Measurement of the Drug Sensitivity of Single Prostate Cancer Cells

SIMPLE SUMMARY: Cells communicate mainly through the secretion of proteins. Impaired protein secretion can indicate the development of disease. Cancer cell heterogeneity and acquired resistance to therapy are, however, reducing the effectiveness of cancer treatments. As cancer cells change during the course of the disease, sampling of cancer cells at the time of treatment is needed in order to determine which drugs will be effective. This paper describes a method for measuring secreted prostate specific antigen (PSA) protein from thousands of prostate cancer (PCa) cells. Furthermore, we show that the PSA secretion of individual cells in microwells can be stimulated or inhibited with drugs. To this end, we believe that this method could accelerate the development of new drugs, improve our understanding of resistance to therapy, and, ultimately, improve personalized cancer therapy. ABSTRACT: The treatment of cancer faces a serious challenge as cancer cells within patients are heterogeneous and frequently resistant to therapeutic drugs. Here, we introduce a technology enabling the assessment of single cancer cells exposed to different drugs. PCa cells were individually sorted in self-seeding microwells, cultured for 24 h, and then exposed to several drugs to induce (R1881) or inhibit (Enzalutamide/Abiraterone) the secretion of a protein (PSA).
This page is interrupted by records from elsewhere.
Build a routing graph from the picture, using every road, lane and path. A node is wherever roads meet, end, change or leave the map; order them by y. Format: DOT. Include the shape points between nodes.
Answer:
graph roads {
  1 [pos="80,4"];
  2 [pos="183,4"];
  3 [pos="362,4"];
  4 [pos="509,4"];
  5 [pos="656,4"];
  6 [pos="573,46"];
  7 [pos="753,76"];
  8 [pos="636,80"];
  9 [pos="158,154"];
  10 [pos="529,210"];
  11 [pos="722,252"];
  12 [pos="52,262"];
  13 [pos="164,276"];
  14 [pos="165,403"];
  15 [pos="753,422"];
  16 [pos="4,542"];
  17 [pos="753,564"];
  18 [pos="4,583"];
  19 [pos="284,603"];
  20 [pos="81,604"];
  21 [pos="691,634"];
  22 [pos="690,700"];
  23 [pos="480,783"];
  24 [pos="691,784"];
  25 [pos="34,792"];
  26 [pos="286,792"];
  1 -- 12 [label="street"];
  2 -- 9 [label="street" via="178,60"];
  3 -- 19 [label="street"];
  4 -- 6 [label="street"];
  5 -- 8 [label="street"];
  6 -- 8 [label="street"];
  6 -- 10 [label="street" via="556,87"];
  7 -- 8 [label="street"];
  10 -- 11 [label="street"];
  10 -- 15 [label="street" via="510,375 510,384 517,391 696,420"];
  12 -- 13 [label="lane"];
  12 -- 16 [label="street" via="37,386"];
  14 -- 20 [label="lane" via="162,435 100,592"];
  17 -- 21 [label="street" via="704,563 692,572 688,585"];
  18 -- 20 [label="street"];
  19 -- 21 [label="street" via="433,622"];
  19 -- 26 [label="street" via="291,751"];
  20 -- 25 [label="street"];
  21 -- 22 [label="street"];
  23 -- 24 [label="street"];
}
Cell viability and PSA secretion of each individual prostate cell were monitored over a 3-day period. The PSA protein secreted by each cell was captured on a PVDF membrane through a pore in the bottom of each well. The basal PSA secretion was found to be 6.1 ± 4.5 and 3.7 ± 1.9 pg/cell/day for LNCaP and VCaP, respectively. After exposure to R1881, the PSA secretion increased by ~90% on average and was not altered for ~10% of the cells. PSA production decreased in the majority of cells after exposure to enzalutamide and abiraterone.